Material supplied

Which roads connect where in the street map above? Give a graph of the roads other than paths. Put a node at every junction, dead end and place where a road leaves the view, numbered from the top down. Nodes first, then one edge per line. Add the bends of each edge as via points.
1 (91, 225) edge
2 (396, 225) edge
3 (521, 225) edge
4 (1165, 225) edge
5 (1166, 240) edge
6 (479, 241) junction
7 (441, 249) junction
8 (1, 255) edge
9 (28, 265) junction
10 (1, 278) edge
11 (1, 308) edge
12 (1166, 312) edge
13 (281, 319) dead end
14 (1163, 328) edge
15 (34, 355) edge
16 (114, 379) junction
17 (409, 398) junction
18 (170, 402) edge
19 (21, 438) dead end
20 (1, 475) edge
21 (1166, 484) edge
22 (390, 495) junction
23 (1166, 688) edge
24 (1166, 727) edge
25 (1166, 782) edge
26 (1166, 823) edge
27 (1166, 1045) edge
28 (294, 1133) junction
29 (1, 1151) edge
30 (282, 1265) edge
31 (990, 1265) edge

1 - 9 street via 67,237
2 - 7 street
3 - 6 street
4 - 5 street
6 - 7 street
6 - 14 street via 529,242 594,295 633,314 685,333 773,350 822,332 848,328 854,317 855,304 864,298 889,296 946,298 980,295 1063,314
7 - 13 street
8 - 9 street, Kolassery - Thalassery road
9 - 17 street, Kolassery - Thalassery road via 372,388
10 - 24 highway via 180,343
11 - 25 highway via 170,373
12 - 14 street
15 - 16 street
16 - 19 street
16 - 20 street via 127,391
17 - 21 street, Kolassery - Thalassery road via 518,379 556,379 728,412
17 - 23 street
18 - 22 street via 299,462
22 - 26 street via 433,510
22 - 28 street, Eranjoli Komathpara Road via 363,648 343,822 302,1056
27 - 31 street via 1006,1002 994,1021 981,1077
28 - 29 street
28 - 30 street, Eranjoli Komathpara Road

What you are asked to do
Copy out the full listing, exactly as it stands.

Output for this exercise
Which roads connect where in the street map above? Give a graph of the roads other than paths. Put a node at every junction, dead end and place where a road leaves the view, numbered from the top down. Nodes first, then one edge per line. Add the bends of each edge as via points.
1 (91, 225) edge
2 (396, 225) edge
3 (521, 225) edge
4 (1165, 225) edge
5 (1166, 240) edge
6 (479, 241) junction
7 (441, 249) junction
8 (1, 255) edge
9 (28, 265) junction
10 (1, 278) edge
11 (1, 308) edge
12 (1166, 312) edge
13 (281, 319) dead end
14 (1163, 328) edge
15 (34, 355) edge
16 (114, 379) junction
17 (409, 398) junction
18 (170, 402) edge
19 (21, 438) dead end
20 (1, 475) edge
21 (1166, 484) edge
22 (390, 495) junction
23 (1166, 688) edge
24 (1166, 727) edge
25 (1166, 782) edge
26 (1166, 823) edge
27 (1166, 1045) edge
28 (294, 1133) junction
29 (1, 1151) edge
30 (282, 1265) edge
31 (990, 1265) edge

1 - 9 street via 67,237
2 - 7 street
3 - 6 street
4 - 5 street
6 - 7 street
6 - 14 street via 529,242 594,295 633,314 685,333 773,350 822,332 848,328 854,317 855,304 864,298 889,296 946,298 980,295 1063,314
7 - 13 street
8 - 9 street, Kolassery - Thalassery road
9 - 17 street, Kolassery - Thalassery road via 372,388
10 - 24 highway via 180,343
11 - 25 highway via 170,373
12 - 14 street
15 - 16 street
16 - 19 street
16 - 20 street via 127,391
17 - 21 street, Kolassery - Thalassery road via 518,379 556,379 728,412
17 - 23 street
18 - 22 street via 299,462
22 - 26 street via 433,510
22 - 28 street, Eranjoli Komathpara Road via 363,648 343,822 302,1056
27 - 31 street via 1006,1002 994,1021 981,1077
28 - 29 street
28 - 30 street, Eranjoli Komathpara Road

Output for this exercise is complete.